Vie chère en Martinique : tensions autour de la grande distribution et du pouvoir économique des békés

Dans un article pour « Le Monde », Jean-Michel Hauteville relate une réunion inédite entre les patrons des principales entreprises de distribution de Martinique, les élus locaux et les membres d’un collectif citoyen mobilisé contre la cherté de la vie, un sujet qui préoccupe intensément la population locale. Le 26 septembre, autour de la table de la collectivité territoriale de Martinique, une trentaine de représentants ont tenté de trouver des solutions pour atténuer le coût des produits alimentaires, qui, selon l’INSEE, sont en moyenne 40 % plus élevés en Martinique qu’en métropole.

Lors de cette rencontre, des dirigeants d’entreprises comme Patrick Fabre, PDG du groupe CréO, ont reconnu l’ampleur du problème sans en assumer pleinement la responsabilité. Fabre a souligné les prix « excessivement chers » des produits alimentaires dans l’île, tout en affirmant que son groupe, propriétaire de plusieurs magasins de hard-discount, maintenait une politique de bas prix. Stéphane Hayot, directeur général du Groupe Bernard Hayot (GBH) – leader sur le marché de la distribution en Martinique – a quant à lui insisté sur les contraintes structurelles de ce marché insulaire, qualifiant la situation économique locale de difficile en raison de sa petite taille et des coûts élevés d’importation.

Hauteville, en faisant référence à Jean-Michel Salmon, souligne que le secteur de la distribution en Martinique est dominé par quatre grands acteurs, dont GBH, CréO, le groupe Parfait, et la Société Antillaise Frigorifique (SAFO), qui contrôlent ensemble environ 80 % des surfaces de vente de l’île. Ce degré de concentration est dénoncé par des observateurs comme une forme d’oligopole, qui permettrait aux entreprises de fixer des prix élevés. Les dirigeants des groupes contestent cette interprétation et défendent l’idée d’une concurrence réelle entre eux, bien que leurs parts de marché leur confèrent un contrôle notable sur les prix.

Au-delà des prix, l’article évoque aussi la question de la transparence financière. Hauteville rapporte les critiques de certains élus, dont Johnny Hajjar, ancien député et rapporteur de la commission parlementaire sur la vie chère, qui déplore le manque de visibilité sur les comptes de ces grands groupes. Cette absence de transparence empêche, selon lui, un contrôle efficace par l’État sur les marges et les pratiques commerciales de ces entreprises.
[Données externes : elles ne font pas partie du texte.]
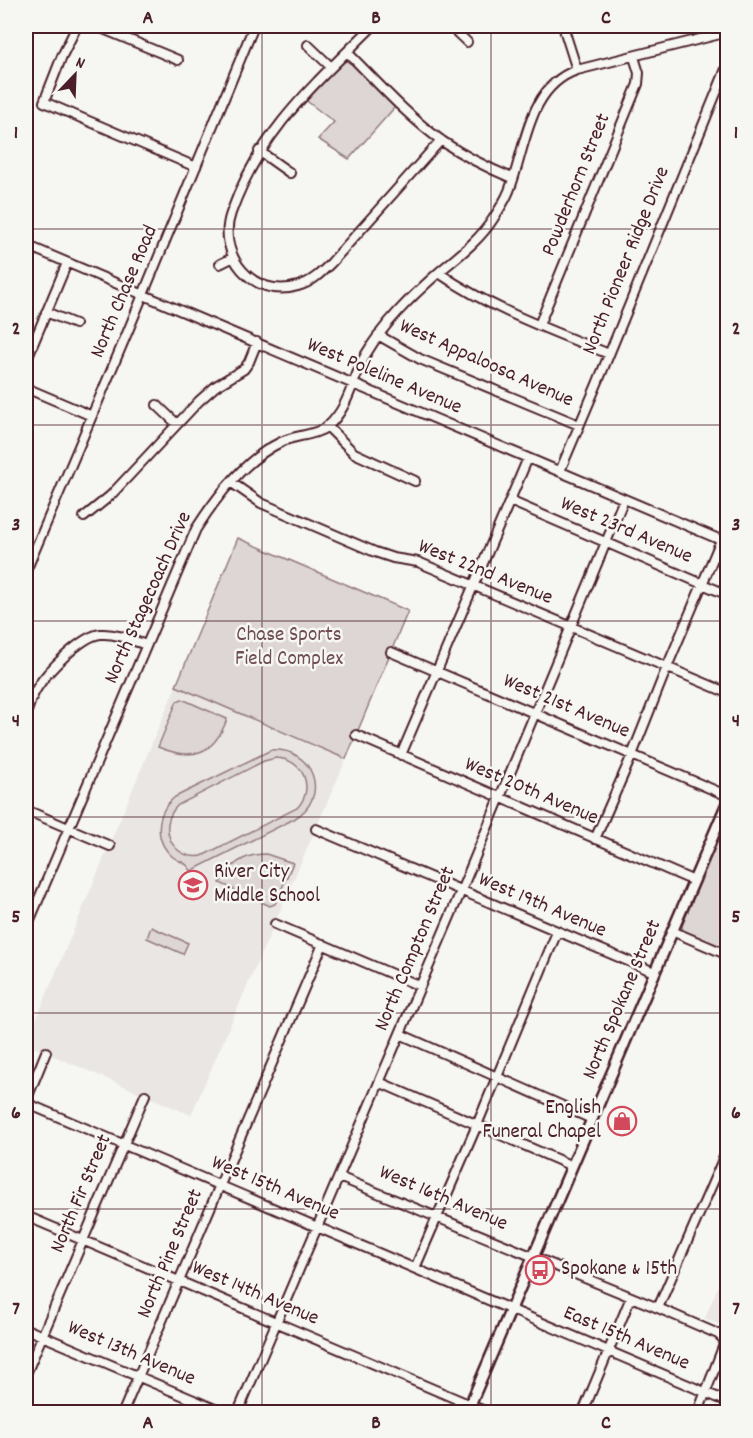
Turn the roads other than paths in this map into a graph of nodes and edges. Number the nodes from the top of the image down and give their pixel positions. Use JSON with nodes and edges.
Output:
{"nodes":[{"id":1,"x":77,"y":26,"type":"edge"},
{"id":2,"x":96,"y":26,"type":"edge"},
{"id":3,"x":254,"y":26,"type":"edge"},
{"id":4,"x":373,"y":26,"type":"edge"},
{"id":5,"x":450,"y":26,"type":"edge"},
{"id":6,"x":563,"y":26,"type":"edge"},
{"id":7,"x":727,"y":35,"type":"edge"},
{"id":8,"x":467,"y":42,"type":"dead end"},
{"id":9,"x":308,"y":45,"type":"dead end"},
{"id":10,"x":347,"y":52,"type":"junction"},
{"id":11,"x":634,"y":57,"type":"junction"},
{"id":12,"x":178,"y":60,"type":"dead end"},
{"id":13,"x":728,"y":64,"type":"edge"},
{"id":14,"x":331,"y":67,"type":"junction"},
{"id":15,"x":577,"y":70,"type":"junction"},
{"id":16,"x":441,"y":140,"type":"junction"},
{"id":17,"x":259,"y":151,"type":"junction"},
{"id":18,"x":196,"y":167,"type":"junction"},
{"id":19,"x":290,"y":174,"type":"dead end"},
{"id":20,"x":512,"y":178,"type":"junction"},
{"id":21,"x":26,"y":245,"type":"edge"},
{"id":22,"x":232,"y":258,"type":"junction"},
{"id":23,"x":67,"y":263,"type":"junction"},
{"id":24,"x":220,"y":264,"type":"dead end"},
{"id":25,"x":439,"y":273,"type":"junction"},
{"id":26,"x":142,"y":295,"type":"junction"},
{"id":27,"x":46,"y":312,"type":"junction"},
{"id":28,"x":75,"y":324,"type":"dead end"},
{"id":29,"x":539,"y":325,"type":"junction"},
{"id":30,"x":378,"y":335,"type":"junction"},
{"id":31,"x":257,"y":342,"type":"junction"},
{"id":32,"x":609,"y":354,"type":"junction"},
{"id":33,"x":26,"y":361,"type":"edge"},
{"id":34,"x":353,"y":383,"type":"junction"},
{"id":35,"x":26,"y":388,"type":"edge"},
{"id":36,"x":157,"y":405,"type":"dead end"},
{"id":37,"x":92,"y":416,"type":"junction"},
{"id":38,"x":177,"y":424,"type":"junction"},
{"id":39,"x":579,"y":425,"type":"junction"},
{"id":40,"x":327,"y":426,"type":"junction"},
{"id":41,"x":528,"y":458,"type":"junction"},
{"id":42,"x":560,"y":471,"type":"junction"},
{"id":43,"x":414,"y":481,"type":"dead end"},
{"id":44,"x":232,"y":483,"type":"junction"},
{"id":45,"x":624,"y":499,"type":"junction"},
{"id":46,"x":510,"y":501,"type":"junction"},
{"id":47,"x":84,"y":517,"type":"dead end"},
{"id":48,"x":724,"y":541,"type":"edge"},
{"id":49,"x":606,"y":542,"type":"junction"},
{"id":50,"x":26,"y":571,"type":"edge"},
{"id":51,"x":702,"y":584,"type":"junction"},
{"id":52,"x":474,"y":585,"type":"junction"},
{"id":53,"x":728,"y":595,"type":"edge"},
{"id":54,"x":572,"y":628,"type":"junction"},
{"id":55,"x":146,"y":645,"type":"junction"},
{"id":56,"x":391,"y":652,"type":"dead end"},
{"id":57,"x":667,"y":667,"type":"junction"},
{"id":58,"x":437,"y":671,"type":"junction"},
{"id":59,"x":728,"y":693,"type":"edge"},
{"id":60,"x":535,"y":713,"type":"junction"},
{"id":61,"x":26,"y":714,"type":"edge"},
{"id":62,"x":356,"y":735,"type":"dead end"},
{"id":63,"x":401,"y":755,"type":"junction"},
{"id":64,"x":632,"y":755,"type":"junction"},
{"id":65,"x":728,"y":796,"type":"edge"},
{"id":66,"x":500,"y":798,"type":"junction"},
{"id":67,"x":728,"y":801,"type":"edge"},
{"id":68,"x":26,"y":810,"type":"edge"},
{"id":69,"x":68,"y":828,"type":"junction"},
{"id":70,"x":316,"y":829,"type":"dead end"},
{"id":71,"x":595,"y":838,"type":"junction"},
{"id":72,"x":110,"y":846,"type":"dead end"},
{"id":73,"x":694,"y":881,"type":"junction"},
{"id":74,"x":461,"y":891,"type":"junction"},
{"id":75,"x":275,"y":924,"type":"dead end"},
{"id":76,"x":26,"y":929,"type":"edge"},
{"id":77,"x":672,"y":931,"type":"junction"},
{"id":78,"x":557,"y":932,"type":"junction"},
{"id":79,"x":323,"y":944,"type":"junction"},
{"id":80,"x":728,"y":955,"type":"edge"},
{"id":81,"x":654,"y":972,"type":"junction"},
{"id":82,"x":420,"y":986,"type":"junction"},
{"id":83,"x":400,"y":1034,"type":"junction"},
{"id":84,"x":46,"y":1052,"type":"dead end"},
{"id":85,"x":497,"y":1077,"type":"junction"},
{"id":86,"x":379,"y":1082,"type":"junction"},
{"id":87,"x":145,"y":1095,"type":"dead end"},
{"id":88,"x":26,"y":1102,"type":"edge"},
{"id":89,"x":592,"y":1119,"type":"junction"},
{"id":90,"x":477,"y":1125,"type":"junction"},
{"id":91,"x":123,"y":1144,"type":"junction"},
{"id":92,"x":728,"y":1148,"type":"edge"},
{"id":93,"x":572,"y":1166,"type":"junction"},
{"id":94,"x":339,"y":1176,"type":"junction"},
{"id":95,"x":220,"y":1185,"type":"junction"},
{"id":96,"x":26,"y":1216,"type":"edge"},
{"id":97,"x":438,"y":1216,"type":"junction"},
{"id":98,"x":318,"y":1227,"type":"junction"},
{"id":99,"x":82,"y":1240,"type":"junction"},
{"id":100,"x":532,"y":1256,"type":"junction"},
{"id":101,"x":415,"y":1268,"type":"junction"},
{"id":102,"x":179,"y":1282,"type":"junction"},
{"id":103,"x":631,"y":1297,"type":"junction"},
{"id":104,"x":658,"y":1308,"type":"junction"},
{"id":105,"x":511,"y":1309,"type":"junction"},
{"id":106,"x":276,"y":1323,"type":"junction"},
{"id":107,"x":26,"y":1329,"type":"edge"},
{"id":108,"x":42,"y":1336,"type":"junction"},
{"id":109,"x":726,"y":1342,"type":"edge"},
{"id":110,"x":609,"y":1351,"type":"junction"},
{"id":111,"x":26,"y":1374,"type":"edge"},
{"id":112,"x":138,"y":1377,"type":"junction"},
{"id":113,"x":706,"y":1393,"type":"junction"},
{"id":114,"x":728,"y":1402,"type":"edge"},
{"id":115,"x":468,"y":1409,"type":"edge"},
{"id":116,"x":123,"y":1413,"type":"edge"},
{"id":117,"x":222,"y":1413,"type":"edge"},
{"id":118,"x":238,"y":1413,"type":"edge"},
{"id":119,"x":487,"y":1413,"type":"edge"},
{"id":120,"x":584,"y":1413,"type":"edge"},
{"id":121,"x":699,"y":1413,"type":"edge"}],
"edges":[{"from":1,"to":18,"type":"street"},
{"from":2,"to":12,"type":"street"},
{"from":3,"to":18,"type":"street","name":"North Chase Road"},
{"from":4,"to":10,"type":"street"},
{"from":5,"to":8,"type":"street"},
{"from":6,"to":15,"type":"street"},
{"from":7,"to":11,"type":"street"},
{"from":9,"to":14,"type":"street"},
{"from":10,"to":14,"type":"street"},
{"from":10,"to":16,"type":"street"},
{"from":11,"to":15,"type":"street"},
{"from":11,"to":29,"type":"street","name":"Powderhorn Street"},
{"from":13,"to":32,"type":"street","name":"North Pioneer Ridge Drive"},
{"from":14,"to":17,"type":"street"},
{"from":15,"to":20,"type":"street"},
{"from":16,"to":20,"type":"street"},
{"from":16,"to":22,"type":"street"},
{"from":17,"to":19,"type":"street"},
{"from":17,"to":22,"type":"street"},
{"from":18,"to":26,"type":"street","name":"North Chase Road"},
{"from":20,"to":25,"type":"street"},
{"from":21,"to":23,"type":"street","name":"West Poleline Avenue"},
{"from":22,"to":24,"type":"street"},
{"from":23,"to":26,"type":"street","name":"West Poleline Avenue"},
{"from":23,"to":27,"type":"street"},
{"from":25,"to":29,"type":"street"},
{"from":25,"to":30,"type":"street"},
{"from":26,"to":31,"type":"street","name":"West Poleline Avenue"},
{"from":26,"to":37,"type":"street","name":"North Chase Road"},
{"from":27,"to":28,"type":"street"},
{"from":27,"to":33,"type":"street"},
{"from":29,"to":32,"type":"street"},
{"from":30,"to":34,"type":"street"},
{"from":30,"to":39,"type":"street","name":"West Appaloosa Avenue"},
{"from":31,"to":34,"type":"street","name":"West Poleline Avenue"},
{"from":31,"to":38,"type":"street"},
{"from":32,"to":39,"type":"street","name":"North Pioneer Ridge Drive"},
{"from":34,"to":40,"type":"street"},
{"from":34,"to":41,"type":"street","name":"West Poleline Avenue"},
{"from":35,"to":37,"type":"street"},
{"from":36,"to":38,"type":"street"},
{"from":37,"to":50,"type":"street","name":"North Chase Road"},
{"from":38,"to":47,"type":"street"},
{"from":39,"to":42,"type":"street","name":"North Pioneer Ridge Drive"},
{"from":40,"to":43,"type":"street"},
{"from":40,"to":44,"type":"street","name":"North Stagecoach Drive"},
{"from":41,"to":42,"type":"street","name":"West Poleline Avenue"},
{"from":41,"to":46,"type":"street"},
{"from":42,"to":45,"type":"street","name":"West Poleline Avenue"},
{"from":44,"to":52,"type":"street","name":"West 22nd Avenue"},
{"from":44,"to":55,"type":"street","name":"North Stagecoach Drive"},
{"from":45,"to":48,"type":"street","name":"West Poleline Avenue"},
{"from":45,"to":49,"type":"street","name":"North Compton Street"},
{"from":46,"to":49,"type":"street","name":"West 23rd Avenue"},
{"from":46,"to":52,"type":"street"},
{"from":48,"to":51,"type":"street"},
{"from":49,"to":51,"type":"street","name":"West 23rd Avenue"},
{"from":49,"to":54,"type":"street","name":"North Compton Street"},
{"from":51,"to":53,"type":"street","name":"West 23rd Avenue"},
{"from":51,"to":57,"type":"street"},
{"from":52,"to":54,"type":"street","name":"West 22nd Avenue"},
{"from":52,"to":58,"type":"street"},
{"from":54,"to":57,"type":"street","name":"West 22nd Avenue"},
{"from":54,"to":60,"type":"street","name":"North Compton Street"},
{"from":55,"to":61,"type":"street"},
{"from":55,"to":69,"type":"street","name":"North Stagecoach Drive"},
{"from":56,"to":58,"type":"street","name":"West 21st Avenue"},
{"from":57,"to":59,"type":"street","name":"West 22nd Avenue"},
{"from":57,"to":64,"type":"street"},
{"from":58,"to":60,"type":"street","name":"West 21st Avenue"},
{"from":58,"to":63,"type":"street"},
{"from":60,"to":64,"type":"street","name":"West 21st Avenue"},
{"from":60,"to":66,"type":"street","name":"North Compton Street"},
{"from":62,"to":63,"type":"street","name":"West 20th Avenue"},
{"from":63,"to":66,"type":"street","name":"West 20th Avenue"},
{"from":64,"to":65,"type":"street","name":"West 21st Avenue"},
{"from":64,"to":71,"type":"street"},
{"from":66,"to":71,"type":"street","name":"West 20th Avenue"},
{"from":66,"to":74,"type":"street","name":"North Compton Street"},
{"from":67,"to":73,"type":"main road","name":"North Spokane Street"},
{"from":68,"to":69,"type":"street"},
{"from":69,"to":72,"type":"street"},
{"from":69,"to":76,"type":"street","name":"North Stagecoach Drive"},
{"from":70,"to":74,"type":"street","name":"West 19th Avenue"},
{"from":71,"to":73,"type":"street","name":"West 20th Avenue"},
{"from":73,"to":77,"type":"main road","name":"North Spokane Street"},
{"from":74,"to":78,"type":"street","name":"West 19th Avenue"},
{"from":74,"to":82,"type":"street","name":"North Compton Street"},
{"from":75,"to":79,"type":"street"},
{"from":77,"to":80,"type":"street"},
{"from":77,"to":81,"type":"main road","name":"North Spokane Street"},
{"from":78,"to":81,"type":"street","name":"West 19th Avenue"},
{"from":78,"to":85,"type":"street"},
{"from":79,"to":82,"type":"street"},
{"from":79,"to":95,"type":"street","name":"North Pine Street"},
{"from":81,"to":89,"type":"main road","name":"North Spokane Street"},
{"from":82,"to":83,"type":"street","name":"North Compton Street"},
{"from":83,"to":85,"type":"street"},
{"from":83,"to":86,"type":"street","name":"North Compton Street"},
{"from":84,"to":88,"type":"street"},
{"from":85,"to":89,"type":"street"},
{"from":85,"to":90,"type":"street"},
{"from":86,"to":90,"type":"street"},
{"from":86,"to":94,"type":"street","name":"North Compton Street"},
{"from":87,"to":91,"type":"street","name":"North Fir Street"},
{"from":88,"to":91,"type":"street","name":"West 15th Avenue"},
{"from":89,"to":93,"type":"main road","name":"North Spokane Street"},
{"from":90,"to":93,"type":"street"},
{"from":90,"to":97,"type":"street"},
{"from":91,"to":95,"type":"street","name":"West 15th Avenue"},
{"from":91,"to":99,"type":"street","name":"North Fir Street"},
{"from":92,"to":104,"type":"street"},
{"from":93,"to":100,"type":"main road","name":"North Spokane Street"},
{"from":94,"to":97,"type":"street","name":"West 16th Avenue"},
{"from":94,"to":98,"type":"street","name":"North Compton Street"},
{"from":95,"to":98,"type":"street","name":"West 15th Avenue"},
{"from":95,"to":102,"type":"street","name":"North Pine Street"},
{"from":96,"to":99,"type":"street","name":"West 14th Avenue"},
{"from":97,"to":100,"type":"street","name":"West 16th Avenue"},
{"from":97,"to":101,"type":"street"},
{"from":98,"to":101,"type":"street","name":"West 15th Avenue"},
{"from":98,"to":106,"type":"street","name":"North Compton Street"},
{"from":99,"to":102,"type":"street","name":"West 14th Avenue"},
{"from":99,"to":108,"type":"street","name":"North Fir Street"},
{"from":100,"to":103,"type":"street","name":"West 16th Avenue"},
{"from":100,"to":105,"type":"main road","name":"North Spokane Street"},
{"from":101,"to":105,"type":"street","name":"West 15th Avenue"},
{"from":102,"to":106,"type":"street","name":"West 14th Avenue"},
{"from":102,"to":112,"type":"street","name":"North Pine Street"},
{"from":103,"to":104,"type":"street","name":"West 16th Avenue"},
{"from":103,"to":110,"type":"street"},
{"from":104,"to":109,"type":"street","name":"West 16th Avenue"},
{"from":105,"to":110,"type":"street","name":"East 15th Avenue"},
{"from":105,"to":115,"type":"main road","name":"North Spokane Street"},
{"from":106,"to":115,"type":"street","name":"West 14th Avenue"},
{"from":106,"to":118,"type":"street","name":"North Compton Street"},
{"from":107,"to":108,"type":"street","name":"West 13th Avenue"},
{"from":108,"to":111,"type":"street","name":"North Fir Street"},
{"from":108,"to":112,"type":"street","name":"West 13th Avenue"},
{"from":109,"to":113,"type":"street"},
{"from":110,"to":113,"type":"street","name":"East 15th Avenue"},
{"from":110,"to":120,"type":"street"},
{"from":112,"to":116,"type":"street","name":"North Pine Street"},
{"from":112,"to":117,"type":"street","name":"West 13th Avenue"},
{"from":113,"to":114,"type":"street","name":"East 15th Avenue"},
{"from":113,"to":121,"type":"street"},
{"from":115,"to":119,"type":"street","name":"West 14th Avenue"}]}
Un autre aspect central du problème, mis en avant par Hauteville, est la dimension historique et sociale de la domination économique de la communauté béké, descendants de colons et grands propriétaires terriens. En effet, des entreprises comme GBH sont majoritairement détenues par des familles békées, un groupe représentant moins de 1 % de la population martiniquaise mais détenant environ 55 % des terres agricoles. La position économique dominante de cette minorité accentue un sentiment d’injustice parmi les Martiniquais, bien que des représentants du collectif contre la vie chère appellent à ne pas « racialiser » ce débat.

En conclusion, l’article de Hauteville met en lumière les enjeux complexes de la vie chère en Martinique, où des structures de marché concentrées, une opacité financière et des tensions sociales et historiques s’entremêlent, rendant la question difficile à résoudre sans réforme structurelle profonde (« Le Monde », Hauteville).